毎月の黙想
「どうして」 「何のために」 「なぜ自分ではないか」 4月の黙想
「どうして」 「何のために」 「なぜ自分ではないか」
3月11日午後2時45分。東北地方太平洋沖地震マグニチュード9.0は歴史的な強さだった。
わたしは九州にいて影響を受けなかったが、東北地方の知り合いの人とのコンタクトはほとんど取れなかった。インターネットの情報から大勢の人々が犠牲になったことがわかった。なお不公平な出来事ではないか!「なぜ自分ではないか!」。
<両親の名前を書いたカードを持ち、避難所を探す少年
--- 朝日新聞3月16日付>→
11日付けのカトリックのミサ典礼*1 (儀式のことば)のはじめは「神よ、いつくしみ深くわたしを顧み、わたしの助けとなってください」*2 であった。地震に出遭い犠牲になった人々のこうした願いは聞き入れられなかったのだろうか。翌日のミサ典礼のはじめは「神よ、いつくしみ深くわたしに応え、あわれみ深くわたしを顧みてください」*3 。さらに二日後のミサ典礼は「呼び求める者にわたしは答え、悩みの時、ともにいて、救いと誉れを与えよう。長生きさせて喜ばせ、救いを豊に与えよう」*4 と。当日のミサの典礼のことばを読むか唱えたか、それとも歌ったかは別として地震に遭遇し、助けられた人と犠牲になった人々の中には、地震や津波の起因がどこにあるのかを考えざるを得ないだろう。人間の支配権に入っていないことは事実であろう。同時に聖書を信じ、それを生活の基盤とする人にとって、大地震や津波のような大災害(大きな不幸や不運,災難)をどのように取り扱うかは重大な信仰の課題である。
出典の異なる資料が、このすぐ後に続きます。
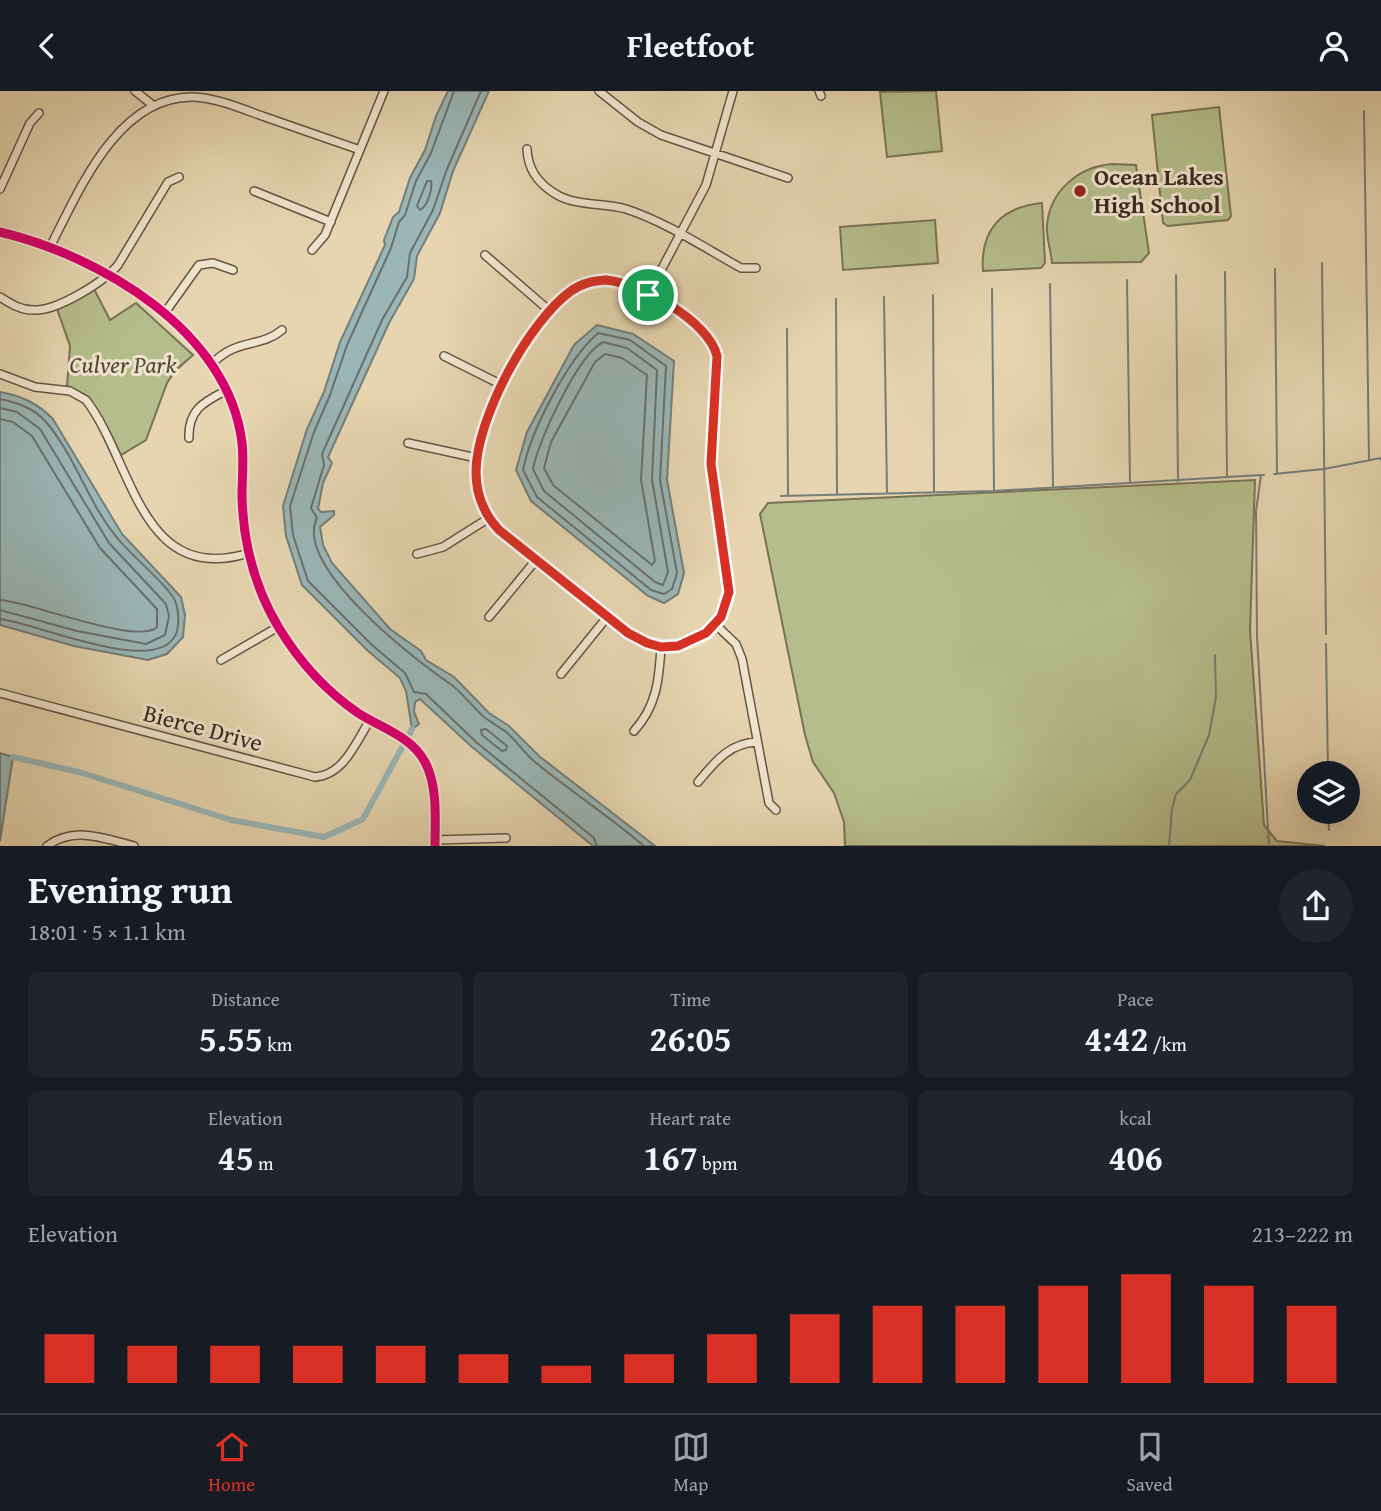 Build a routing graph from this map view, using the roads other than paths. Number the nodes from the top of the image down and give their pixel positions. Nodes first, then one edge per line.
1 (135, 91) edge
2 (384, 91) edge
3 (599, 91) edge
4 (733, 91) edge
5 (209, 95) edge
6 (154, 106) junction
7 (38, 113) dead end
8 (527, 149) dead end
9 (360, 150) junction
10 (716, 156) junction
11 (179, 177) dead end
12 (788, 178) dead end
13 (0, 189) edge
14 (254, 191) dead end
15 (331, 222) junction
16 (0, 232) edge
17 (681, 236) junction
18 (50, 247) junction
19 (312, 250) dead end
20 (485, 255) dead end
21 (756, 268) dead end
22 (233, 270) dead end
23 (108, 274) junction
24 (648, 295) junction
25 (0, 297) edge
26 (551, 312) junction
27 (164, 314) junction
28 (282, 330) dead end
29 (444, 356) dead end
30 (212, 365) junction
31 (0, 374) edge
32 (502, 385) junction
33 (227, 390) junction
34 (189, 438) dead end
35 (408, 443) dead end
36 (477, 458) junction
37 (489, 517) junction
38 (249, 553) junction
39 (417, 554) dead end
40 (536, 560) junction
41 (608, 616) junction
42 (489, 617) dead end
43 (716, 625) junction
44 (278, 627) junction
45 (661, 647) junction
46 (221, 660) dead end
47 (561, 674) dead end
48 (0, 693) edge
49 (370, 720) junction
50 (634, 731) dead end
51 (757, 742) junction
52 (698, 782) dead end
53 (776, 810) dead end
54 (506, 838) dead end
55 (435, 843) edge
56 (47, 846) edge
57 (134, 846) edge

1 - 6 street
2 - 9 street
3 - 10 street
4 - 10 street
5 - 6 street
5 - 9 street
6 - 18 street
7 - 13 street
8 - 17 street
9 - 15 street
10 - 12 street
10 - 17 street
11 - 23 street
14 - 15 street
15 - 19 street
16 - 18 street
17 - 21 street
17 - 24 street
18 - 23 street
20 - 26 street
22 - 27 street
23 - 25 street
23 - 27 street
24 - 26 street
24 - 43 street
26 - 32 street
27 - 30 street
28 - 30 street
29 - 32 street
30 - 33 street
31 - 38 street
32 - 36 street
33 - 34 street
33 - 38 street
35 - 36 street
36 - 37 street
37 - 39 street
37 - 40 street
38 - 44 street
40 - 41 street
40 - 42 street
41 - 45 street
41 - 47 street
43 - 45 street
43 - 51 street
44 - 46 street
44 - 49 street
45 - 50 street
48 - 49 street, Bierce Drive
49 - 55 street
51 - 52 street
51 - 53 street
54 - 55 street
56 - 57 street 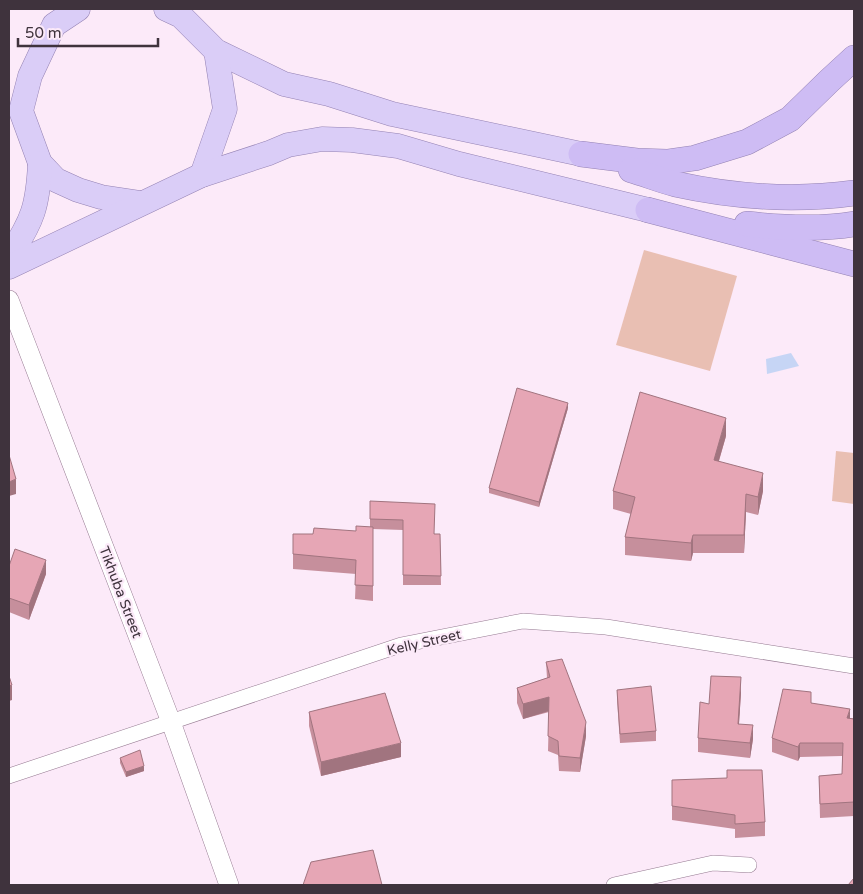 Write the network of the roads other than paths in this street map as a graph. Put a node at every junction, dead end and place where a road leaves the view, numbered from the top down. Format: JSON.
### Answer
{"nodes":[{"id":1,"x":78,"y":9,"type":"edge"},
{"id":2,"x":166,"y":9,"type":"edge"},
{"id":3,"x":216,"y":51,"type":"junction"},
{"id":4,"x":854,"y":58,"type":"edge"},
{"id":5,"x":581,"y":154,"type":"junction"},
{"id":6,"x":40,"y":163,"type":"junction"},
{"id":7,"x":202,"y":175,"type":"junction"},
{"id":8,"x":854,"y":193,"type":"edge"},
{"id":9,"x":141,"y":203,"type":"junction"},
{"id":10,"x":648,"y":210,"type":"junction"},
{"id":11,"x":854,"y":224,"type":"edge"},
{"id":12,"x":9,"y":256,"type":"edge"},
{"id":13,"x":848,"y":263,"type":"edge"},
{"id":14,"x":9,"y":267,"type":"edge"},
{"id":15,"x":9,"y":300,"type":"edge"},
{"id":16,"x":854,"y":666,"type":"edge"},
{"id":17,"x":171,"y":722,"type":"junction"},
{"id":18,"x":9,"y":776,"type":"edge"},
{"id":19,"x":749,"y":865,"type":"dead end"},
{"id":20,"x":230,"y":885,"type":"edge"},
{"id":21,"x":614,"y":885,"type":"edge"}],
"edges":[{"from":1,"to":6,"type":"main road"},
{"from":2,"to":3,"type":"main road"},
{"from":3,"to":5,"type":"main road"},
{"from":3,"to":7,"type":"main road"},
{"from":4,"to":5,"type":"highway"},
{"from":5,"to":8,"type":"highway"},
{"from":6,"to":9,"type":"main road"},
{"from":6,"to":12,"type":"main road"},
{"from":7,"to":9,"type":"main road"},
{"from":7,"to":10,"type":"main road"},
{"from":9,"to":14,"type":"main road"},
{"from":10,"to":11,"type":"highway"},
{"from":10,"to":13,"type":"highway"},
{"from":15,"to":17,"type":"street","name":"Tikhuba Street"},
{"from":16,"to":17,"type":"street","name":"Kelly Street"},
{"from":17,"to":18,"type":"street","name":"Kelly Street"},
{"from":17,"to":20,"type":"street","name":"Tikhuba Street"},
{"from":19,"to":21,"type":"street"}]}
旧約聖書のはじめに「神はお造りになったすべてのものを御覧なった。みよ、それは極めて良かった」がある。*5 「極めて良かった」というのは? 神の「極めて良かった」の意味とその理解とは? 今度の大地震や津波による破壊と被災を考えれば「問題のない」「秩序のある」「見通しのよい状況」だけではなく、「苦労」「絶望」「破壊」「喪失」「ゼロからの、無からの再スタート、やり直し」をも含むに違いないと、言わざるを得ないのではないか。大自然の変化は人間の存在以前からあった。だから人間の過失・罪の結果ではないと言えよう。
ミサの入祭(はじめ)で歌う歌は人生の毎日の出来事に関係のあるものである。好むと好まざるに関わらず、毎日に豊かな意味を与えるものにするためには、それらを歌い唱えるとき、現在の生きている状況を意識する必要がある。でなければ単に意味のない、日常生活に関係のない、ことばだけのものになってしまう恐れがあるからだ。
従って、
「神よ、いつくしみ深くわたしを顧み、わたしの助けとなってください」
「神よ、いつくしみ深くわたしに応え、あわれみ深くわたしを顧みてください」
「呼び求める者にわたしは答え、悩みの時、ともにいて、救いと誉れを与えよう。長生きさせて喜ばせ、救いを豊に与えよう」
のことばは、この大地震と津波による大災害にどういう意味、どういう重みを生じさせるものだろうか。あくまでもわたしの解釈であるが、聖書の神を信じる人は自分の理解や答えをそこに見つけざるを得ないのである。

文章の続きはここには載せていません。